Sınır geçmedi ama yine de attım. Lütfen izlenme sayısına göre oyu biraz daha yükseltelim.

İyi okumalar aşklarım ❤️❤️❤️

Etraf karanlıktı. Ama yakınım da konuşulan sesleri net bir şekilde duyuyordum.

"Ne zaman uyanacak? Sabah oldu neredeyse, Bora. Biz niye Afra'yı hastaneye götürmedik?"

"Bir sus be kızım ne çok soru sordun sabahtan beri! Hastanelik birşey olmadı sen abartıyorsun,bayıldı sadece."
Gözlerimi yavaşça açtığım da Bora ve Çiçek koltukta oturuyordu. Gördüğüm kadarıyla Bora'nın elinde içki vardı. Ne zaman bana bişey olsa yada yanında olmasam içki içiyordu.

"Ben mi abar- Afra! Şükür uyandın. Nasılsın, iyi misin?" Dibime girip bağırarak sorduğu sorulara karşı yüzümü buruşturdum.

"İyiyim Çiçek, ama biraz daha kulağımın dibinde bağırmaya devam edersen tekrar bayılabilirim." Bora ayağa kalkıp sert bir nefes vererek konuştu.

"Sabahtan beri aynı eziyeti bana çektiriyor. Sen nasıl katlanıyorsun bu kıza? Şahsen ben sadece 4 saat bile dayanamadım da."

Bayılmadan önce olanlar geldi aklıma. Bora'yı bir kadınla yatakta yakaladığımı hatırlayınca kaşlarım çatıldı. Ayağa kalkmak istedim ama çiçeğin beni omuzumdan geri koltuğun üzerine yatırması ile kendimi oturur pozisyona getirdim.

"O en azından sadece konuşarak benim başımın etini yiyor. Senin yaptığına ne demeli? Önce senin yüzünden kaçırıldım, ardından ihanete uğradım. Sırada ki bir odaya kapatıp işkence ettirmek mi?"

Yüzü düştü. Yaptığından pişmandı fakat bu ona sunduğum son şansdı.

Sen öyle san.

İç sesim susar mısın?

"Sarhoştum." Diyebildi sadece. Sinirle güldüm.

"Sarhoşmuş. Aman ne üzüldüm! Çiçek, yürü eve gidelim. Daha fazla bu evde kalmak istemiyorum."

Çiçeğin yardımıyla ayağa kalktığım sıra da Bora da kalktı ve kolumdan tuttu

"Arkadaşın tek gidiyor. Sen burda kalıyosun!"
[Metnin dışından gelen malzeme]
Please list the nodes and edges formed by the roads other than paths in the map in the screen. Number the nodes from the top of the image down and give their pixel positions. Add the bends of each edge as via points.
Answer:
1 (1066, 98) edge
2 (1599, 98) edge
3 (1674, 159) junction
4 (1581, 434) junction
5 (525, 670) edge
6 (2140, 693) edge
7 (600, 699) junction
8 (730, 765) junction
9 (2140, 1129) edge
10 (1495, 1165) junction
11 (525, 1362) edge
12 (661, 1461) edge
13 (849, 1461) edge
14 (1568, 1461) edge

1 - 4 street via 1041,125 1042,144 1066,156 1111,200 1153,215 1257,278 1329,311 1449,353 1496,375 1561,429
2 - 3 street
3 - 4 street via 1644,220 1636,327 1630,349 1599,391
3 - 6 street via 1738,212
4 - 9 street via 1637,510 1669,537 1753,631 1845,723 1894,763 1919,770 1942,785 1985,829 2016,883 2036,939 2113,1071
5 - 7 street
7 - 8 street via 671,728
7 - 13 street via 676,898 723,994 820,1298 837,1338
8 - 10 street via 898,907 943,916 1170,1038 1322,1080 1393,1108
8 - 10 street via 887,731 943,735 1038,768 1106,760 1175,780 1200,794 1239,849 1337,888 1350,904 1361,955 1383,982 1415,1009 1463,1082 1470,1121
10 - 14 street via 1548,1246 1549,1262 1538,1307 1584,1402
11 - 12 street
"Pardon?" Çiçekle aynı anda konuştuk. Ardından tekrar ben konuştum.

"Bu teklifini kabul edeceğimi mi sandın? Senin varlığın bile bana zarar!" Diyerek bağırdım. Kolumu hala bırakmamıştı. Çiçeği göstererek konuştu.

"Son sözümü söyledim. Şu kızı gönder,sen buradasın."
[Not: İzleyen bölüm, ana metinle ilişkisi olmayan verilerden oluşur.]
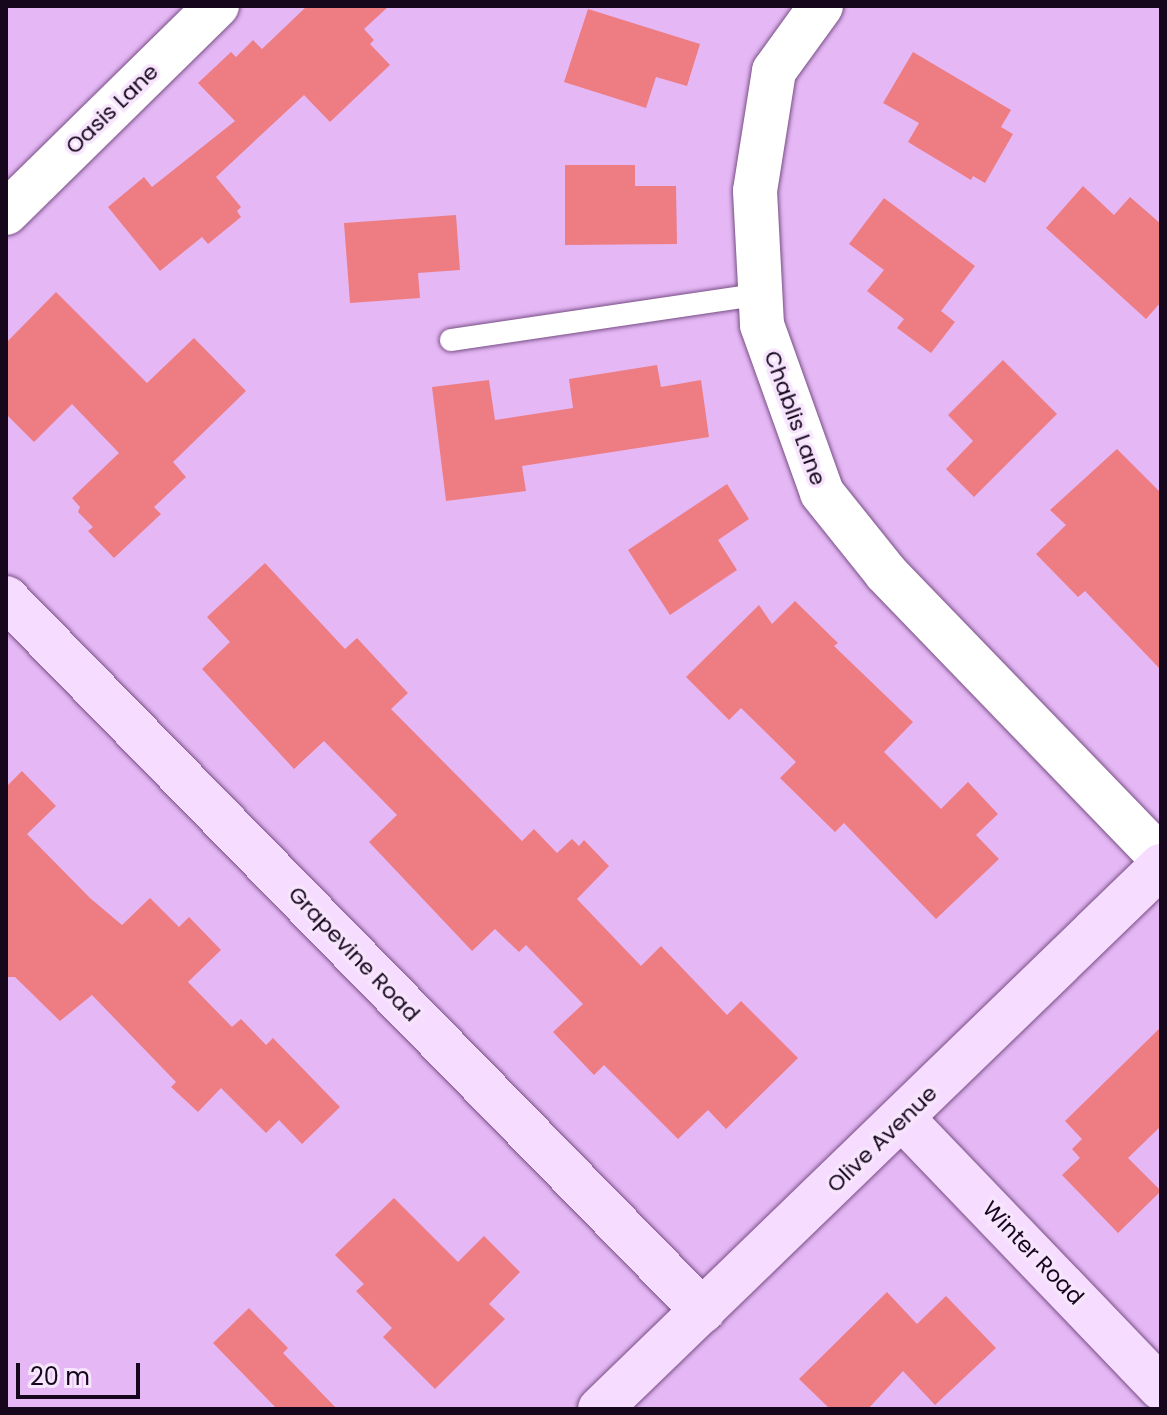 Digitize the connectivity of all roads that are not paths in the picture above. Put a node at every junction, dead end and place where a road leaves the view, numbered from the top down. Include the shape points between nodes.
1 (217, 6) edge
2 (821, 6) edge
3 (6, 213) edge
4 (761, 294) junction
5 (451, 340) dead end
6 (6, 598) edge
7 (1161, 858) edge
8 (1161, 866) edge
9 (903, 1119) junction
10 (703, 1311) junction
11 (1161, 1388) edge
12 (600, 1409) edge

1 - 3 street, Oasis Lane
2 - 4 street, Chablis Lane via 774,71 755,191
4 - 5 lane
4 - 7 street, Chablis Lane via 762,325 822,493 886,573
6 - 10 main road, Grapevine Road
8 - 9 main road, Olive Avenue
9 - 10 main road, Olive Avenue
9 - 11 main road, Winter Road
10 - 12 main road, Olive Avenue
"Arkadaşımı almadan şuradan şuraya gitmiyorum!"

"Bana bak Çiçek misin böcek misin her ne boksan! Çık git şu evden elimden bir kaza çıkacak."

"Sensin lan böcek. Afra hadi gidelim artık.Bu kendini beğenmişle mi uğraşıcaz ya!"

Dayanamayıp kulaklarımı kapatarak bağırdım.

"Yeter! İkiniz de susun! Çiçek, bak biliyorum benim için endişeleniyorsun. Ama lütfen, sen git. Ben ev tutana kadar dayanırım. Kötü birşey yaşanmadan git sen. Birşey olursa sana haber vericem söz veriyorum."

Bora'yı biraz tanıyorsam beni her türlü buraya getirecekti. Ya adam akıllı yada zorla. Ama ben kendimi yine burada bulacaktım. En iyisi kimseye birşey olmadan kendi isteğimle burada olmaktı. Tabi burada olduğum sürece Bora'ya cehennemi yaşatacaktım. Şuan asıl korkması gereken kişi Bora'ydı...

"Ne diyorsun, Afra? Bu evde kalmak istemeyen sen değil miydin? Doğru söyle seni tehdit mi ediyor? Bana bak lan öküz gölü, eğer bu kızı tehdit ediyor olmuşsan yemin ederim kendi ellerimle gebertirim seni." Bora birden Çiçeğin üzerine yürümesi ile kolundan tuttum.